È davvero un peccato che forze politiche che si professano “progressiste” non abbiano piuttosto colto l’occasione per affrontare il tema della strana commistione, che persiste nel nostro Paese, tra il comparto Difesa e il comparto Sicurezza. In uno Stato democratico, l’esercito e la polizia dovrebbero restare ben distinti. Né sembra accettabile che regole identiche possano valere sia per il fante che per il poliziotto, che fanno naturalmente due lavori molto diversi. I soldati si occupano di difesa militare, mentre i poliziotti sono chiamati a contrastare l’illegalità e a mantenere l’ordine e la sicurezza pubblica. In un regime democratico, dovrebbe funzionare così.

Eppure, per esempio, da noi continua a essere finanziata dal lontano 2008 la famosa operazione “Strade sicure”, tanto che ormai ci siamo abituati ad avere i soldati per strada. Secondo taluni, questo giova alla “sicurezza percepita”. Al contrario io mi sento più sicuro quando so di essere protetto da forze di polizia ben addestrate e ben equipaggiate. L’Esercito nelle piazze mi ricorda invece la Sicilia dopo le stragi mafiose o la Hong Kong di oggi: l’analogia non è affatto rassicurante.
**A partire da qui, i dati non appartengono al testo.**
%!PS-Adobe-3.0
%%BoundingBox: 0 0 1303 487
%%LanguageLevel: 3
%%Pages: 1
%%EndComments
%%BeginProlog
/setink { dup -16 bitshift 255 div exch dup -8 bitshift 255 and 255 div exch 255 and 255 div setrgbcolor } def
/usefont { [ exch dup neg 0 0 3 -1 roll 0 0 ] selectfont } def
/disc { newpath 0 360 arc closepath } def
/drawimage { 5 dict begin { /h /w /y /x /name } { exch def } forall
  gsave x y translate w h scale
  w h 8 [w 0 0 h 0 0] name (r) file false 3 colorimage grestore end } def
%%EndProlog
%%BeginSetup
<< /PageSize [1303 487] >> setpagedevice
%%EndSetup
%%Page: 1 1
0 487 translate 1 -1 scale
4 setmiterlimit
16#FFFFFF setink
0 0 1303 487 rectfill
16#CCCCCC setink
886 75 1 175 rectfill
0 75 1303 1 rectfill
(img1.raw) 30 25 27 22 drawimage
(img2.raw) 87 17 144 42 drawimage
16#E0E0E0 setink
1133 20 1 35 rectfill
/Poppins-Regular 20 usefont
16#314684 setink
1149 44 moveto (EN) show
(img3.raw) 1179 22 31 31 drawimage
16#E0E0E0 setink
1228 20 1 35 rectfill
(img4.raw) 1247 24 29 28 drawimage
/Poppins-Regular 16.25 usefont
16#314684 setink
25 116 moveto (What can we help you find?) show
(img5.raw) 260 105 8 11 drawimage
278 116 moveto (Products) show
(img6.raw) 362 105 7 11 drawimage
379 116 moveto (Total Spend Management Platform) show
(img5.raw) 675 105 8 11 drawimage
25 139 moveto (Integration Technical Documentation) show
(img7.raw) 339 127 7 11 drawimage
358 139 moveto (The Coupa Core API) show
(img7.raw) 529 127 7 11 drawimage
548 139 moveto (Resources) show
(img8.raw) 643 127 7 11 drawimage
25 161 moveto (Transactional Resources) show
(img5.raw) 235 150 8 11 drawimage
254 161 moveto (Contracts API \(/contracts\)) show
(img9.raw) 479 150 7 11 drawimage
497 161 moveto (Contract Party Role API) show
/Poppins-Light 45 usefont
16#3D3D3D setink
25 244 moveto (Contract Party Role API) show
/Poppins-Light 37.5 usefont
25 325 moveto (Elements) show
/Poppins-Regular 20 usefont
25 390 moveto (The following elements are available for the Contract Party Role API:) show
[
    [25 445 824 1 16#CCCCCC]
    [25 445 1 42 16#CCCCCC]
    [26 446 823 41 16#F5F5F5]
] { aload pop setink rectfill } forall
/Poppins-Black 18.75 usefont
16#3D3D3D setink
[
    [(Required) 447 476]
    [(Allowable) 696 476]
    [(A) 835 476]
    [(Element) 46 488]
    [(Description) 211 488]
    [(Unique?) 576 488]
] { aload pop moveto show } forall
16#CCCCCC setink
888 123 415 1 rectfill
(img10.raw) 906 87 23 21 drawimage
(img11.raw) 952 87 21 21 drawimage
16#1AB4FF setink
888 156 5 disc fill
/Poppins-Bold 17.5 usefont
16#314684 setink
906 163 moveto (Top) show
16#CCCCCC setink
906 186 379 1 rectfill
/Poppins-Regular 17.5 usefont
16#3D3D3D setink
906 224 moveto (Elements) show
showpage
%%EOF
Altro terreno di confronto dovrebbe essere la prassi consolidata di favorire l’ingresso nelle forze dell’ordine, tramite appositi concorsi, di ex militari provenienti dall’Esercito. Michele Di Giorgio, nel saggio “Per una polizia nuova” (Viella, 2019), riporta la preoccupazione di alcuni esponenti del movimento per la riforma della Pubblica Sicurezza – quelli che negli anni Settanta lottarono per «un corpo di polizia civile più vicino al cittadino” – che interpretano il “travaso” come una “militarizzazione camuffata”. “Oggi siamo tornati molto indietro – dice l’ex poliziotto Paolo Miggiano – se per entrare in Polizia devi prima passare dall’Afghanistan, dall’Iraq, dai conflitti”. Anche il procuratore generale militare Marco De Paolis ha espresso un pensiero simile a proposito dei fatti della Caserma Levante di Piacenza: “Non dimentichiamo che molti carabinieri – dice in un’intervista rilasciata al Corriere della Sera – provengono dalle forze armate. Questo non sempre è positivo perché spesso non ricevono la tradizionale formazione delle forze di polizia”.

Ebbene, se è chiaro che la formazione dell’agente di polizia (o del carabiniere) deve essere molto differente da quella dell’artigliere, sarà perlomeno necessario verificare che l’addestramento successivo sia pienamente adeguato (per le attività svolte e la durata dei corsi) e cioè idoneo a trasformare il soldato in poliziotto.